Ne sommes-nous pas en présence de l'émergence d'un ordre nouveau, d'une chasse aux sorcières tous azimuts et d'une nouvelle vague de puritanisme?
DES DEGRELLE ET DES LE PEN DANS LA RUE
- On fait un épouvantable bond en arrière. On revient à une forme de fascisme ambiant mais bien présent.
Ne nous voilons pas la face, ne nous bouchons pas les oreilles, il y a des Le Pen dans la rue, des Degrelle qui rêvent de sortir les pavés. Beaucoup de gens réagissent dans l'émotion, dans la précipitation, par des propos hauts et forts, de vengeance, de violence. L'instinct de vengeance est pernicieux. Ne devenons pas des Dutroux en retour !
Les responsabilités dans les affaires Dutroux-Nihoul sont celles de tous. En cause: la démission de chacun.

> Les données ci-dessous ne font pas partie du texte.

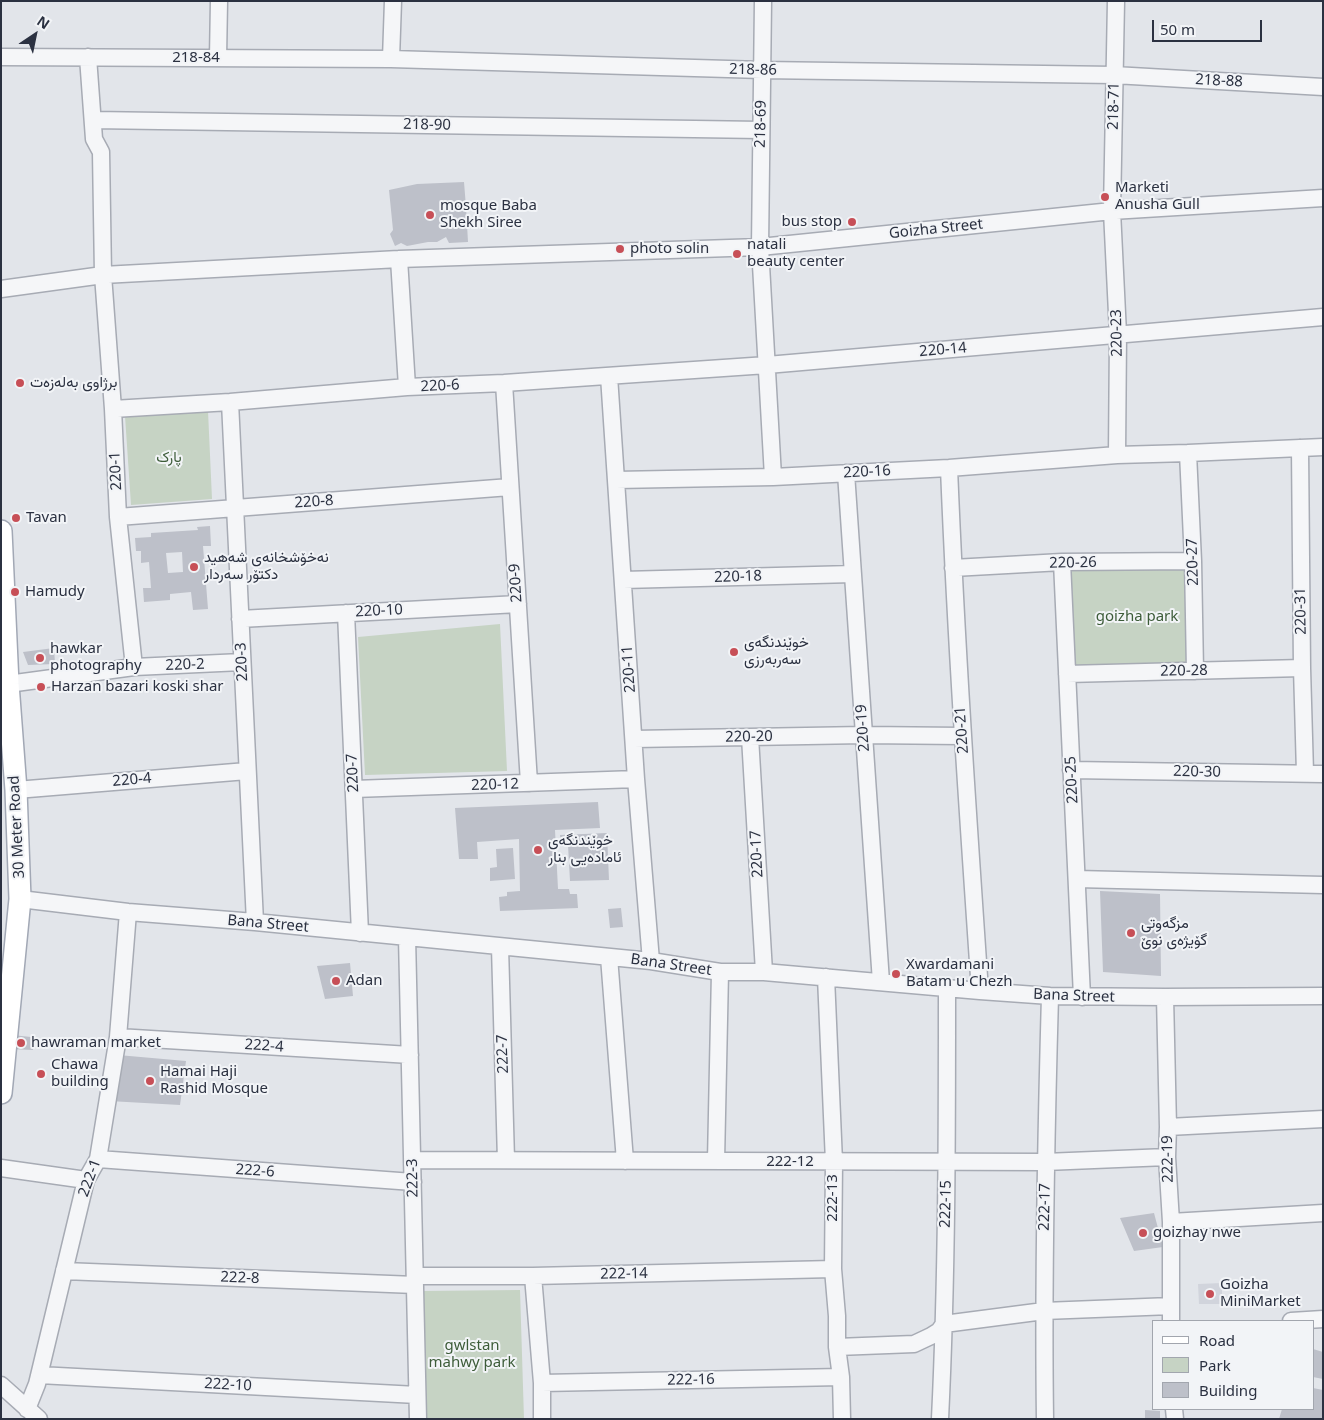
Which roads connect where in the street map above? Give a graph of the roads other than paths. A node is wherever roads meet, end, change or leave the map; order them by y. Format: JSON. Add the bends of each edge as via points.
{"nodes":[{"id":1,"x":219,"y":1,"type":"edge"},
{"id":2,"x":393,"y":1,"type":"edge"},
{"id":3,"x":763,"y":1,"type":"edge"},
{"id":4,"x":1116,"y":1,"type":"edge"},
{"id":5,"x":1,"y":56,"type":"edge"},
{"id":6,"x":88,"y":57,"type":"junction"},
{"id":7,"x":218,"y":58,"type":"junction"},
{"id":8,"x":391,"y":59,"type":"junction"},
{"id":9,"x":762,"y":70,"type":"junction"},
{"id":10,"x":1114,"y":75,"type":"junction"},
{"id":11,"x":1323,"y":86,"type":"edge"},
{"id":12,"x":93,"y":120,"type":"junction"},
{"id":13,"x":761,"y":130,"type":"junction"},
{"id":14,"x":1323,"y":198,"type":"edge"},
{"id":15,"x":1112,"y":211,"type":"junction"},
{"id":16,"x":760,"y":247,"type":"junction"},
{"id":17,"x":399,"y":259,"type":"junction"},
{"id":18,"x":103,"y":275,"type":"junction"},
{"id":19,"x":1,"y":288,"type":"edge"},
{"id":20,"x":1323,"y":317,"type":"edge"},
{"id":21,"x":1118,"y":334,"type":"junction"},
{"id":22,"x":767,"y":365,"type":"junction"},
{"id":23,"x":610,"y":376,"type":"junction"},
{"id":24,"x":504,"y":383,"type":"junction"},
{"id":25,"x":407,"y":387,"type":"junction"},
{"id":26,"x":230,"y":402,"type":"junction"},
{"id":27,"x":113,"y":409,"type":"junction"},
{"id":28,"x":1323,"y":446,"type":"edge"},
{"id":29,"x":1300,"y":448,"type":"junction"},
{"id":30,"x":1188,"y":453,"type":"junction"},
{"id":31,"x":1117,"y":455,"type":"junction"},
{"id":32,"x":949,"y":468,"type":"junction"},
{"id":33,"x":846,"y":473,"type":"junction"},
{"id":34,"x":773,"y":477,"type":"junction"},
{"id":35,"x":616,"y":480,"type":"junction"},
{"id":36,"x":510,"y":487,"type":"junction"},
{"id":37,"x":235,"y":508,"type":"junction"},
{"id":38,"x":118,"y":517,"type":"junction"},
{"id":39,"x":1,"y":532,"type":"edge"},
{"id":40,"x":1193,"y":561,"type":"junction"},
{"id":41,"x":1062,"y":562,"type":"junction"},
{"id":42,"x":953,"y":568,"type":"junction"},
{"id":43,"x":853,"y":574,"type":"junction"},
{"id":44,"x":623,"y":580,"type":"junction"},
{"id":45,"x":518,"y":604,"type":"junction"},
{"id":46,"x":346,"y":613,"type":"junction"},
{"id":47,"x":240,"y":619,"type":"junction"},
{"id":48,"x":242,"y":662,"type":"junction"},
{"id":49,"x":134,"y":667,"type":"junction"},
{"id":50,"x":1302,"y":668,"type":"junction"},
{"id":51,"x":1195,"y":671,"type":"junction"},
{"id":52,"x":1067,"y":674,"type":"junction"},
{"id":53,"x":6,"y":696,"type":"edge"},
{"id":54,"x":864,"y":735,"type":"junction"},
{"id":55,"x":962,"y":736,"type":"junction"},
{"id":56,"x":750,"y":737,"type":"junction"},
{"id":57,"x":634,"y":739,"type":"junction"},
{"id":58,"x":1072,"y":770,"type":"junction"},
{"id":59,"x":247,"y":771,"type":"junction"},
{"id":60,"x":1306,"y":774,"type":"junction"},
{"id":61,"x":1323,"y":774,"type":"edge"},
{"id":62,"x":636,"y":779,"type":"junction"},
{"id":63,"x":529,"y":783,"type":"junction"},
{"id":64,"x":354,"y":789,"type":"junction"},
{"id":65,"x":16,"y":790,"type":"junction"},
{"id":66,"x":1077,"y":879,"type":"junction"},
{"id":67,"x":1323,"y":885,"type":"edge"},
{"id":68,"x":20,"y":899,"type":"junction"},
{"id":69,"x":128,"y":912,"type":"junction"},
{"id":70,"x":255,"y":922,"type":"junction"},
{"id":71,"x":360,"y":933,"type":"junction"},
{"id":72,"x":407,"y":937,"type":"junction"},
{"id":73,"x":500,"y":946,"type":"junction"},
{"id":74,"x":609,"y":957,"type":"junction"},
{"id":75,"x":651,"y":961,"type":"junction"},
{"id":76,"x":720,"y":972,"type":"junction"},
{"id":77,"x":764,"y":972,"type":"junction"},
{"id":78,"x":826,"y":977,"type":"junction"},
{"id":79,"x":881,"y":982,"type":"junction"},
{"id":80,"x":947,"y":988,"type":"junction"},
{"id":81,"x":980,"y":991,"type":"junction"},
{"id":82,"x":1050,"y":996,"type":"junction"},
{"id":83,"x":1323,"y":996,"type":"edge"},
{"id":84,"x":1082,"y":997,"type":"junction"},
{"id":85,"x":1165,"y":997,"type":"junction"},
{"id":86,"x":6,"y":1003,"type":"edge"},
{"id":87,"x":118,"y":1037,"type":"junction"},
{"id":88,"x":410,"y":1055,"type":"junction"},
{"id":89,"x":1,"y":1092,"type":"edge"},
{"id":90,"x":1323,"y":1119,"type":"edge"},
{"id":91,"x":1168,"y":1127,"type":"junction"},
{"id":92,"x":1167,"y":1157,"type":"junction"},
{"id":93,"x":98,"y":1159,"type":"junction"},
{"id":94,"x":412,"y":1160,"type":"junction"},
{"id":95,"x":506,"y":1160,"type":"junction"},
{"id":96,"x":625,"y":1161,"type":"junction"},
{"id":97,"x":716,"y":1161,"type":"junction"},
{"id":98,"x":834,"y":1162,"type":"junction"},
{"id":99,"x":947,"y":1162,"type":"junction"},
{"id":100,"x":1045,"y":1162,"type":"junction"},
{"id":101,"x":1,"y":1168,"type":"edge"},
{"id":102,"x":86,"y":1180,"type":"junction"},
{"id":103,"x":413,"y":1182,"type":"junction"},
{"id":104,"x":1323,"y":1213,"type":"edge"},
{"id":105,"x":1171,"y":1222,"type":"junction"},
{"id":106,"x":833,"y":1269,"type":"junction"},
{"id":107,"x":64,"y":1271,"type":"junction"},
{"id":108,"x":533,"y":1276,"type":"junction"},
{"id":109,"x":415,"y":1281,"type":"junction"},
{"id":110,"x":1044,"y":1311,"type":"junction"},
{"id":111,"x":1171,"y":1313,"type":"edge"},
{"id":112,"x":1323,"y":1319,"type":"edge"},
{"id":113,"x":1307,"y":1320,"type":"edge"},
{"id":114,"x":944,"y":1324,"type":"junction"},
{"id":115,"x":837,"y":1347,"type":"junction"},
{"id":116,"x":39,"y":1375,"type":"junction"},
{"id":117,"x":841,"y":1377,"type":"junction"},
{"id":118,"x":542,"y":1383,"type":"junction"},
{"id":119,"x":4,"y":1393,"type":"edge"},
{"id":120,"x":417,"y":1395,"type":"junction"},
{"id":121,"x":33,"y":1414,"type":"edge"},
{"id":122,"x":418,"y":1419,"type":"edge"},
{"id":123,"x":542,"y":1419,"type":"edge"},
{"id":124,"x":842,"y":1419,"type":"edge"},
{"id":125,"x":940,"y":1419,"type":"edge"},
{"id":126,"x":1045,"y":1419,"type":"edge"}],
"edges":[{"from":1,"to":7,"type":"street"},
{"from":2,"to":8,"type":"street"},
{"from":3,"to":9,"type":"street","name":"218-69"},
{"from":4,"to":10,"type":"street","name":"218-71"},
{"from":5,"to":6,"type":"street","name":"218-84"},
{"from":6,"to":7,"type":"street","name":"218-84"},
{"from":6,"to":12,"type":"street","name":"220-1"},
{"from":7,"to":8,"type":"street","name":"218-84"},
{"from":8,"to":9,"type":"street","name":"218-86"},
{"from":9,"to":10,"type":"street","name":"218-86"},
{"from":9,"to":13,"type":"street","name":"218-69"},
{"from":10,"to":11,"type":"street","name":"218-88"},
{"from":10,"to":15,"type":"street","name":"218-71"},
{"from":12,"to":13,"type":"street","name":"218-90"},
{"from":12,"to":18,"type":"street","name":"220-1","via":[[94,139],[101,152]]},
{"from":13,"to":16,"type":"street","name":"218-69"},
{"from":14,"to":15,"type":"street","name":"Goizha Street"},
{"from":15,"to":16,"type":"street","name":"Goizha Street"},
{"from":15,"to":21,"type":"street","name":"220-23"},
{"from":16,"to":17,"type":"street","name":"Goizha Street"},
{"from":16,"to":22,"type":"street","name":"218-69"},
{"from":17,"to":18,"type":"street","name":"Goizha Street"},
{"from":17,"to":25,"type":"street"},
{"from":18,"to":19,"type":"street","name":"Goizha Street"},
{"from":18,"to":27,"type":"street","name":"220-1"},
{"from":20,"to":21,"type":"street","name":"220-14"},
{"from":21,"to":22,"type":"street","name":"220-14"},
{"from":21,"to":31,"type":"street","name":"220-23"},
{"from":22,"to":23,"type":"street","name":"220-6"},
{"from":22,"to":34,"type":"street","name":"218-69"},
{"from":23,"to":24,"type":"street","name":"220-6"},
{"from":23,"to":35,"type":"street","name":"220-11"},
{"from":24,"to":25,"type":"street","name":"220-6"},
{"from":24,"to":36,"type":"street","name":"220-9"},
{"from":25,"to":26,"type":"street","name":"220-6"},
{"from":26,"to":27,"type":"street","name":"220-6"},
{"from":26,"to":37,"type":"street","name":"220-3"},
{"from":27,"to":38,"type":"street","name":"220-1"},
{"from":28,"to":29,"type":"street","name":"220-16"},
{"from":29,"to":30,"type":"street","name":"220-16"},
{"from":29,"to":50,"type":"street","name":"220-31"},
{"from":30,"to":31,"type":"street","name":"220-16"},
{"from":30,"to":40,"type":"street","name":"220-27"},
{"from":31,"to":32,"type":"street","name":"220-16"},
{"from":32,"to":33,"type":"street","name":"220-16"},
{"from":32,"to":42,"type":"street","name":"220-21"},
{"from":33,"to":34,"type":"street","name":"220-16"},
{"from":33,"to":43,"type":"street","name":"220-19"},
{"from":34,"to":35,"type":"street","name":"220-16"},
{"from":35,"to":44,"type":"street","name":"220-11"},
{"from":36,"to":37,"type":"street","name":"220-8"},
{"from":36,"to":45,"type":"street","name":"220-9"},
{"from":37,"to":38,"type":"street","name":"220-8"},
{"from":37,"to":47,"type":"street","name":"220-3"},
{"from":38,"to":49,"type":"street","name":"220-1"},
{"from":39,"to":53,"type":"main road","name":"30 Meter Road"},
{"from":40,"to":41,"type":"street","name":"220-26"},
{"from":40,"to":51,"type":"street","name":"220-27"},
{"from":41,"to":42,"type":"street","name":"220-26"},
{"from":41,"to":52,"type":"street","name":"220-25"},
{"from":42,"to":55,"type":"street","name":"220-21"},
{"from":43,"to":44,"type":"street","name":"220-18"},
{"from":43,"to":54,"type":"street","name":"220-19"},
{"from":44,"to":57,"type":"street","name":"220-11"},
{"from":45,"to":46,"type":"street","name":"220-10"},
{"from":45,"to":63,"type":"street","name":"220-9"},
{"from":46,"to":47,"type":"street","name":"220-10"},
{"from":46,"to":64,"type":"street","name":"220-7"},
{"from":47,"to":48,"type":"street","name":"220-3"},
{"from":48,"to":49,"type":"street","name":"220-2"},
{"from":48,"to":59,"type":"street","name":"220-3"},
{"from":49,"to":53,"type":"street","name":"220-2"},
{"from":50,"to":51,"type":"street","name":"220-28"},
{"from":50,"to":60,"type":"street","name":"220-31"},
{"from":51,"to":52,"type":"street","name":"220-28"},
{"from":52,"to":58,"type":"street","name":"220-25"},
{"from":53,"to":65,"type":"main road","name":"30 Meter Road"},
{"from":54,"to":55,"type":"street","name":"220-20"},
{"from":54,"to":56,"type":"street","name":"220-20"},
{"from":54,"to":79,"type":"street","name":"220-19"},
{"from":55,"to":81,"type":"street","name":"220-21"},
{"from":56,"to":57,"type":"street","name":"220-20"},
{"from":56,"to":77,"type":"street","name":"220-17"},
{"from":57,"to":62,"type":"street","name":"220-11"},
{"from":58,"to":60,"type":"street","name":"220-30"},
{"from":58,"to":66,"type":"street","name":"220-25"},
{"from":59,"to":65,"type":"street","name":"220-4"},
{"from":59,"to":70,"type":"street","name":"220-3"},
{"from":60,"to":61,"type":"street","name":"220-30"},
{"from":62,"to":63,"type":"street","name":"220-12"},
{"from":62,"to":75,"type":"street","name":"220-11"},
{"from":63,"to":64,"type":"street","name":"220-12"},
{"from":64,"to":71,"type":"street","name":"220-7"},
{"from":65,"to":68,"type":"main road","name":"30 Meter Road"},
{"from":66,"to":67,"type":"street"},
{"from":66,"to":84,"type":"street","name":"220-25"},
{"from":68,"to":69,"type":"street","name":"Bana Street"},
{"from":68,"to":86,"type":"main road","name":"30 Meter Road"},
{"from":69,"to":70,"type":"street","name":"Bana Street"},
{"from":69,"to":87,"type":"street","name":"222-1"},
{"from":70,"to":71,"type":"street","name":"Bana Street"},
{"from":71,"to":72,"type":"street","name":"Bana Street"},
{"from":72,"to":73,"type":"street","name":"Bana Street"},
{"from":72,"to":88,"type":"street","name":"222-3"},
{"from":73,"to":74,"type":"street","name":"Bana Street"},
{"from":73,"to":95,"type":"street","name":"222-7"},
{"from":74,"to":75,"type":"street","name":"Bana Street"},
{"from":74,"to":96,"type":"street"},
{"from":75,"to":76,"type":"street","name":"Bana Street"},
{"from":76,"to":77,"type":"street","name":"Bana Street"},
{"from":76,"to":97,"type":"street"},
{"from":77,"to":78,"type":"street","name":"Bana Street"},
{"from":78,"to":79,"type":"street","name":"Bana Street"},
{"from":78,"to":98,"type":"street","name":"222-13"},
{"from":79,"to":80,"type":"street","name":"Bana Street"},
{"from":80,"to":81,"type":"street","name":"Bana Street"},
{"from":80,"to":99,"type":"street","name":"222-15"},
{"from":81,"to":82,"type":"street","name":"Bana Street"},
{"from":82,"to":84,"type":"street","name":"Bana Street"},
{"from":82,"to":100,"type":"street","name":"222-17"},
{"from":83,"to":85,"type":"street","name":"Bana Street"},
{"from":84,"to":85,"type":"street","name":"Bana Street"},
{"from":85,"to":91,"type":"street","name":"222-19"},
{"from":86,"to":89,"type":"main road","name":"30 Meter Road"},
{"from":87,"to":88,"type":"street","name":"222-4"},
{"from":87,"to":93,"type":"street","name":"222-1"},
{"from":88,"to":94,"type":"street","name":"222-3"},
{"from":90,"to":91,"type":"street"},
{"from":91,"to":92,"type":"street","name":"222-19"},
{"from":92,"to":100,"type":"street","name":"222-12"},
{"from":92,"to":105,"type":"street","name":"222-19"},
{"from":93,"to":102,"type":"street","name":"222-1"},
{"from":93,"to":103,"type":"street","name":"222-6"},
{"from":94,"to":95,"type":"street","name":"222-12"},
{"from":94,"to":103,"type":"street","name":"222-3"},
{"from":95,"to":96,"type":"street","name":"222-12"},
{"from":96,"to":97,"type":"street","name":"222-12"},
{"from":97,"to":98,"type":"street","name":"222-12"},
{"from":98,"to":99,"type":"street","name":"222-12"},
{"from":98,"to":106,"type":"street","name":"222-13"},
{"from":99,"to":100,"type":"street","name":"222-12"},
{"from":99,"to":114,"type":"street","name":"222-15"},
{"from":100,"to":110,"type":"street","name":"222-17"},
{"from":101,"to":102,"type":"street"},
{"from":102,"to":107,"type":"street","name":"222-1"},
{"from":103,"to":109,"type":"street","name":"222-3"},
{"from":104,"to":105,"type":"street"},
{"from":105,"to":111,"type":"street","name":"222-19"},
{"from":106,"to":108,"type":"street","name":"222-14"},
{"from":106,"to":115,"type":"street","name":"222-13"},
{"from":107,"to":109,"type":"street","name":"222-8"},
{"from":107,"to":116,"type":"street","name":"222-1"},
{"from":108,"to":109,"type":"street","name":"222-14"},
{"from":108,"to":118,"type":"street"},
{"from":109,"to":120,"type":"street","name":"222-3"},
{"from":110,"to":111,"type":"street"},
{"from":110,"to":114,"type":"street"},
{"from":110,"to":126,"type":"street","name":"222-17"},
{"from":112,"to":113,"type":"street"},
{"from":114,"to":115,"type":"street","via":[[939,1331],[914,1344]]},
{"from":114,"to":125,"type":"street","name":"222-15"},
{"from":115,"to":117,"type":"street","name":"222-13"},
{"from":116,"to":120,"type":"street","name":"222-10"},
{"from":116,"to":121,"type":"street","name":"222-1"},
{"from":117,"to":118,"type":"street","name":"222-16"},
{"from":117,"to":124,"type":"street","name":"222-13"},
{"from":118,"to":123,"type":"street"},
{"from":119,"to":121,"type":"street"},
{"from":120,"to":122,"type":"street","name":"222-3"}]}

A force de renier la justice, le citoyen rejette ses responsabilités. Je dis: «Ouvrons les yeux, citoyens» car la vérité dépasse de très loin l'affaire Dutroux.
Ne nous faisons aucune illusion, une grande partie du public, déstabilisée, souhaite, peut-être dans sa majorité hélas, le retour à la peine de mort en Belgique. Si nous n'avons pas à cet égard l'appui des autres pays et notamment de l'Europe, on pourrait très bien demain concevoir qu'un Parlement nouvellement élu décrète le rétablissement de la peine de mort avec tout ce que cela implique sur le plan du respect des droits de l'homme déjà bafoués à plein pour le moment. La crainte d'être arrêté à cinq heures du matin en sortant de chez soi, c'est possible. Nous ne sommes pas à l'abri du pire.
- l'opinion publique, en colère, s'est déjà massivement mobilisée via une pétition lancée par l'asbl Marc et Corine en faveur de l'instauration des peines incompressibles pour les auteurs de délits graves. La démocratie, n'est-ce pas aussi respecter la volonté du peuple?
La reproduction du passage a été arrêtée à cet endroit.